Rootbeer GPU Compiler Lets Almost Any Java Code Run On the GPU

[+] wmf|13 years ago|reply

I wonder if this is as big a win as it sounds. Regardless of what language you're using, you have to "think GPU" to get any performance from GPUs. The additional overhead of using CUDA/OpenCL syntax seems pretty small in comparison.

[+] relix|13 years ago|reply

Yes, and it requires quite a low-level understanding of the architecture to "think GPU". SIMD, warps, blocks, threads, different memory types, no branching/identical branching per core, ... Some of this could probably be abstracted away but you definitely need to be aware and adjust algorithms appropriately. You can't just convert code and hope for the best, unless you just want a slow co-processor.

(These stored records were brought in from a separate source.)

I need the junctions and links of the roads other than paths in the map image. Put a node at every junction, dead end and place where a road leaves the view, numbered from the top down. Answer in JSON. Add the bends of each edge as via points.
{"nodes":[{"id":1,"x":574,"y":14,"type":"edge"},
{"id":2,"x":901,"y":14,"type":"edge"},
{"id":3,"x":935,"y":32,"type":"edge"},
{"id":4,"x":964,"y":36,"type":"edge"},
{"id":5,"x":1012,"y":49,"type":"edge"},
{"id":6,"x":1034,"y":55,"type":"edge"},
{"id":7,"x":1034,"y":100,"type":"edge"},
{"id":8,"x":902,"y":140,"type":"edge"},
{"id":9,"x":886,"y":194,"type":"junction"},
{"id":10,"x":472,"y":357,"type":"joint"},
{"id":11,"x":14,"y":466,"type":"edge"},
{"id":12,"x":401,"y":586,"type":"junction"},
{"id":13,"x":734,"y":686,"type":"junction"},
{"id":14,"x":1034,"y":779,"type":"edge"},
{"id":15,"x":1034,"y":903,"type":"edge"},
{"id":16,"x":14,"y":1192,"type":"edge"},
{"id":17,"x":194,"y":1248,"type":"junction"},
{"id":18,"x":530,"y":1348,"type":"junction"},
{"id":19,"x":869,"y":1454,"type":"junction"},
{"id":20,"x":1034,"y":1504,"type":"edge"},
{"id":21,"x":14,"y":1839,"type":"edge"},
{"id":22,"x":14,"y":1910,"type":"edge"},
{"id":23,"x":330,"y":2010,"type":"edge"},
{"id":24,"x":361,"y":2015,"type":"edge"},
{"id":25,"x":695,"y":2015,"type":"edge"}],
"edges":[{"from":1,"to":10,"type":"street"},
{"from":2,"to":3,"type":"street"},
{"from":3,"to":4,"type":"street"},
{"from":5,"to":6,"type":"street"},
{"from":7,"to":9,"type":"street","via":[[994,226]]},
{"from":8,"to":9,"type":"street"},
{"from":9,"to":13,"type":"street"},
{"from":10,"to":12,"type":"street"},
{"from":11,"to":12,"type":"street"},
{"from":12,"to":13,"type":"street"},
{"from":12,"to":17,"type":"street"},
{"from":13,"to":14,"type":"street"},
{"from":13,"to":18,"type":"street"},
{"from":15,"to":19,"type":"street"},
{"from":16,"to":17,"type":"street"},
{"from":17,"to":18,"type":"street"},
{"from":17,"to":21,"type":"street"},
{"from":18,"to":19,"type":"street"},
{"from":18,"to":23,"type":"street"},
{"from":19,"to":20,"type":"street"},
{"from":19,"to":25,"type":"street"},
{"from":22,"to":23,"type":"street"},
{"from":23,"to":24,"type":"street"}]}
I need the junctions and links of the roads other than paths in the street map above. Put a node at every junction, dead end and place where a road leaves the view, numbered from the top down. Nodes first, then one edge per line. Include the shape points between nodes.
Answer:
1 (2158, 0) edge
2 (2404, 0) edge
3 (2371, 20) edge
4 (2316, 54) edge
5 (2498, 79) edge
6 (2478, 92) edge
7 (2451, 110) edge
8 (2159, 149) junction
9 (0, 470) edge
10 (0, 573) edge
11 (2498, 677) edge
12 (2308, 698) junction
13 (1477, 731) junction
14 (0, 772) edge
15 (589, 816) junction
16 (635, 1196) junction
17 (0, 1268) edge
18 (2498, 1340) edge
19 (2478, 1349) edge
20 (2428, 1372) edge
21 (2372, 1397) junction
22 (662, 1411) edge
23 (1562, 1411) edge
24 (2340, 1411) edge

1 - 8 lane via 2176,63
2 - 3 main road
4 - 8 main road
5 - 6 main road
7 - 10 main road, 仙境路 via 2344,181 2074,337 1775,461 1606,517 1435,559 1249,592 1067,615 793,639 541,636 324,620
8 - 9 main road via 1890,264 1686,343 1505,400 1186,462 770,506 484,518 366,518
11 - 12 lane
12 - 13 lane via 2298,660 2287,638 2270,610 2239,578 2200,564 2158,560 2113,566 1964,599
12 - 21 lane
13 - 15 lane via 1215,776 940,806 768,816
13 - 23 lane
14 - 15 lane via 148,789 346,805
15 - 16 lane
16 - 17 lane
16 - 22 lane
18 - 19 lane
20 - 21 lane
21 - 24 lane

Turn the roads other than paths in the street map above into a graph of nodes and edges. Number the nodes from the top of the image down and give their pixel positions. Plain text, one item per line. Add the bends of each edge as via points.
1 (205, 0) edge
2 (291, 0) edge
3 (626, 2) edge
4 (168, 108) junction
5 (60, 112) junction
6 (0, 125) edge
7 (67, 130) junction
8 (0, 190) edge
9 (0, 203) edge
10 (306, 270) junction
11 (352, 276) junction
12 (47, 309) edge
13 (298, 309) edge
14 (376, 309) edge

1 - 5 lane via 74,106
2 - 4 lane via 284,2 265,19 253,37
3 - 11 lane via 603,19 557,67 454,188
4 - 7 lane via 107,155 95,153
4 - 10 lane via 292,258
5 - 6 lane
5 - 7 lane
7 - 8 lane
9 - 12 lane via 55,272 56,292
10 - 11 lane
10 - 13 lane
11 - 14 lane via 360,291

[+] 3amOpsGuy|13 years ago|reply

That's my experience in a nutshell. The cost of doing a cudamemcpy() far outweighs the advantages for computationally small tasks. The surprising bit for me was what's classed as a small task.

Decompressing a 5MP jpg then applying various filters is too lightweight a task to benefit. I thought that would be more or less a perfect GPU task, not so.

Running on OpenCL, the CPU with vector instructions horses a small GPU performance wise for this problem.

[+] _3u10|13 years ago|reply

Probably not, typical java code is dominated by branching indirect code. Such code typically operates on mutable data which is not what GPUs are designed to do efficiently.

This should be a performance nightmare.

[+] kevingadd|13 years ago|reply

I had forgotten just how much I hate java namespaces.

import edu.syr.pcpratts.rootbeer.testcases.rootbeertest.serialization.MMult;

This seems like a pretty amazing project if the claims are true, though - I wasn't aware that CUDA was able to express so many of the concepts used to implement Java applications. The performance data in the slides is certainly compelling!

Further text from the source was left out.